Return the entries below word for word. No picture belongs in the copy.
-------- Task material --------
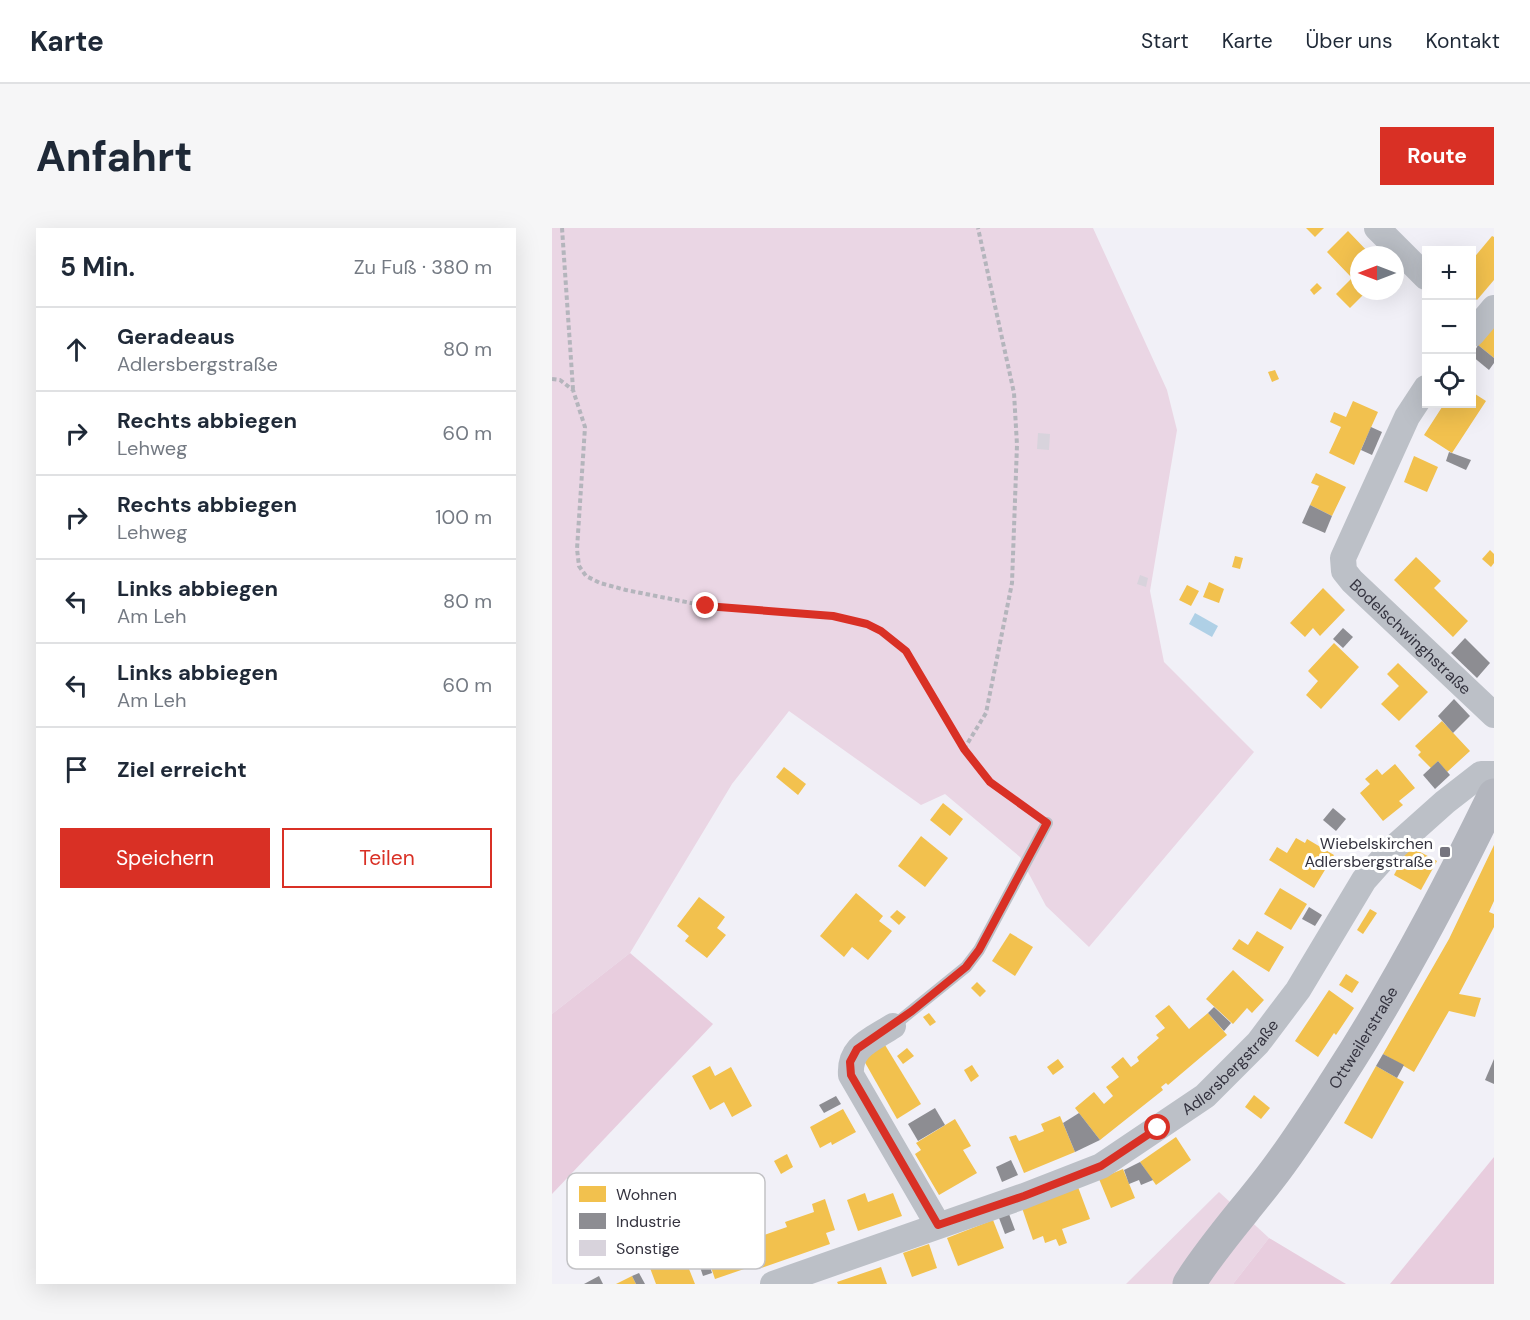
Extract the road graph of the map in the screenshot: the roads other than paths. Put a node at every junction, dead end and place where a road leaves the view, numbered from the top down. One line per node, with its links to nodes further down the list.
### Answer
1 (1377, 228): 2 (street)
2 (1422, 273)
3 (1422, 394): 4 (street, Bodelschwinghstraße)
4 (1494, 715)
5 (1494, 774): 9 (street, Adlersbergstraße)
6 (1494, 795): 10 (main road, Ottweilerstraße)
7 (1047, 823): 8 (lane)
8 (893, 1026): 9 (street)
9 (938, 1225): 11 (street, Adlersbergstraße)
10 (1190, 1277)
11 (773, 1284)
--------
## Result of the exercise
Extract the road graph of the map in the screenshot: the roads other than paths. Put a node at every junction, dead end and place where a road leaves the view, numbered from the top down. One line per node, with its links to nodes further down the list.
### Answer
1 (1377, 228): 2 (street)
2 (1422, 273)
3 (1422, 394): 4 (street, Bodelschwinghstraße)
4 (1494, 715)
5 (1494, 774): 9 (street, Adlersbergstraße)
6 (1494, 795): 10 (main road, Ottweilerstraße)
7 (1047, 823): 8 (lane)
8 (893, 1026): 9 (street)
9 (938, 1225): 11 (street, Adlersbergstraße)
10 (1190, 1277)
11 (773, 1284)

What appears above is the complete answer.